§ **TASK REQUIREMENTS**
What you should output is the data below, unchanged in every character.

━━━━━━━━━━━━━━━━

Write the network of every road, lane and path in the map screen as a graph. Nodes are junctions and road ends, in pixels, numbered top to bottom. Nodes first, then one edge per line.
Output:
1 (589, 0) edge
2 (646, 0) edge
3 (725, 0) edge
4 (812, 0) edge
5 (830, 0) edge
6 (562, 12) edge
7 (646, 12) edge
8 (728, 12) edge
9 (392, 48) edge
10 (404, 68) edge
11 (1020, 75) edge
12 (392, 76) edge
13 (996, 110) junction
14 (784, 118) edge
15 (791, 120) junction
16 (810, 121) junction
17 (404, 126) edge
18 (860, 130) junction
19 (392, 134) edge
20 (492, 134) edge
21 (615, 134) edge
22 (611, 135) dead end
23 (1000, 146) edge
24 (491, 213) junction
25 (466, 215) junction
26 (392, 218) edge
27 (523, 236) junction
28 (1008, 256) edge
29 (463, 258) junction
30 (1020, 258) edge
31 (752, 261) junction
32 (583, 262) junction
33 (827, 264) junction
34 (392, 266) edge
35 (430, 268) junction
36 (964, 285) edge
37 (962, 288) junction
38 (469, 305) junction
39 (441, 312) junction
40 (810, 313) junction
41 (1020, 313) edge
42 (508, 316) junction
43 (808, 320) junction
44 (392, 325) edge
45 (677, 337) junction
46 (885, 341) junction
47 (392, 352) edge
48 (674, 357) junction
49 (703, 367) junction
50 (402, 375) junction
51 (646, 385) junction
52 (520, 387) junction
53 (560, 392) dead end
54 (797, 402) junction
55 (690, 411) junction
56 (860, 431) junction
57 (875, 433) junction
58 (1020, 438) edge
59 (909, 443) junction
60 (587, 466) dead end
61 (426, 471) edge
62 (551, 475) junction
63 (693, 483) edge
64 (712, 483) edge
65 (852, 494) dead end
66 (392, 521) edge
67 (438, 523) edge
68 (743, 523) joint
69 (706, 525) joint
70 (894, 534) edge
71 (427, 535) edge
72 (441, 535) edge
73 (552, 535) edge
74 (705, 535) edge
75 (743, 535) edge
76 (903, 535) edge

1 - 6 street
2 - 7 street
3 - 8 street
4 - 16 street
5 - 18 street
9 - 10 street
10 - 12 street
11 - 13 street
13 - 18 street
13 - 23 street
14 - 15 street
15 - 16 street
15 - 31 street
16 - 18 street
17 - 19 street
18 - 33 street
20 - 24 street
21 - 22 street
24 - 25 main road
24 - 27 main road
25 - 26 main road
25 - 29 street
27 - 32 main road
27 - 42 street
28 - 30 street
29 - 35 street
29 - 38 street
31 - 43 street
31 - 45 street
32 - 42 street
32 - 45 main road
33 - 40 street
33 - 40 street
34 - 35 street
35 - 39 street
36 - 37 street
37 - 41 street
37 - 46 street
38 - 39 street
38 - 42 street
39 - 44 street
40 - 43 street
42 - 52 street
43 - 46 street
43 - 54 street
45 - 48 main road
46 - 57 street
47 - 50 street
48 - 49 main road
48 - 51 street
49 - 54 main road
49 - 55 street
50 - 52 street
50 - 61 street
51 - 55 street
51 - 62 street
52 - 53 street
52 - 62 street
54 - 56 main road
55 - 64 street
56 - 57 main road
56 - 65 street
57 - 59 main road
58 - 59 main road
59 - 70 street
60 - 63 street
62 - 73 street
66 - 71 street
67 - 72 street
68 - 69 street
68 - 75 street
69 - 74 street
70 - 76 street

━━━━━━━━━━━━━━━━

§ **RESPONSE FOR THIS EXERCISE**
Write the network of every road, lane and path in the map screen as a graph. Nodes are junctions and road ends, in pixels, numbered top to bottom. Nodes first, then one edge per line.
Output:
1 (589, 0) edge
2 (646, 0) edge
3 (725, 0) edge
4 (812, 0) edge
5 (830, 0) edge
6 (562, 12) edge
7 (646, 12) edge
8 (728, 12) edge
9 (392, 48) edge
10 (404, 68) edge
11 (1020, 75) edge
12 (392, 76) edge
13 (996, 110) junction
14 (784, 118) edge
15 (791, 120) junction
16 (810, 121) junction
17 (404, 126) edge
18 (860, 130) junction
19 (392, 134) edge
20 (492, 134) edge
21 (615, 134) edge
22 (611, 135) dead end
23 (1000, 146) edge
24 (491, 213) junction
25 (466, 215) junction
26 (392, 218) edge
27 (523, 236) junction
28 (1008, 256) edge
29 (463, 258) junction
30 (1020, 258) edge
31 (752, 261) junction
32 (583, 262) junction
33 (827, 264) junction
34 (392, 266) edge
35 (430, 268) junction
36 (964, 285) edge
37 (962, 288) junction
38 (469, 305) junction
39 (441, 312) junction
40 (810, 313) junction
41 (1020, 313) edge
42 (508, 316) junction
43 (808, 320) junction
44 (392, 325) edge
45 (677, 337) junction
46 (885, 341) junction
47 (392, 352) edge
48 (674, 357) junction
49 (703, 367) junction
50 (402, 375) junction
51 (646, 385) junction
52 (520, 387) junction
53 (560, 392) dead end
54 (797, 402) junction
55 (690, 411) junction
56 (860, 431) junction
57 (875, 433) junction
58 (1020, 438) edge
59 (909, 443) junction
60 (587, 466) dead end
61 (426, 471) edge
62 (551, 475) junction
63 (693, 483) edge
64 (712, 483) edge
65 (852, 494) dead end
66 (392, 521) edge
67 (438, 523) edge
68 (743, 523) joint
69 (706, 525) joint
70 (894, 534) edge
71 (427, 535) edge
72 (441, 535) edge
73 (552, 535) edge
74 (705, 535) edge
75 (743, 535) edge
76 (903, 535) edge

1 - 6 street
2 - 7 street
3 - 8 street
4 - 16 street
5 - 18 street
9 - 10 street
10 - 12 street
11 - 13 street
13 - 18 street
13 - 23 street
14 - 15 street
15 - 16 street
15 - 31 street
16 - 18 street
17 - 19 street
18 - 33 street
20 - 24 street
21 - 22 street
24 - 25 main road
24 - 27 main road
25 - 26 main road
25 - 29 street
27 - 32 main road
27 - 42 street
28 - 30 street
29 - 35 street
29 - 38 street
31 - 43 street
31 - 45 street
32 - 42 street
32 - 45 main road
33 - 40 street
33 - 40 street
34 - 35 street
35 - 39 street
36 - 37 street
37 - 41 street
37 - 46 street
38 - 39 street
38 - 42 street
39 - 44 street
40 - 43 street
42 - 52 street
43 - 46 street
43 - 54 street
45 - 48 main road
46 - 57 street
47 - 50 street
48 - 49 main road
48 - 51 street
49 - 54 main road
49 - 55 street
50 - 52 street
50 - 61 street
51 - 55 street
51 - 62 street
52 - 53 street
52 - 62 street
54 - 56 main road
55 - 64 street
56 - 57 main road
56 - 65 street
57 - 59 main road
58 - 59 main road
59 - 70 street
60 - 63 street
62 - 73 street
66 - 71 street
67 - 72 street
68 - 69 street
68 - 75 street
69 - 74 street
70 - 76 street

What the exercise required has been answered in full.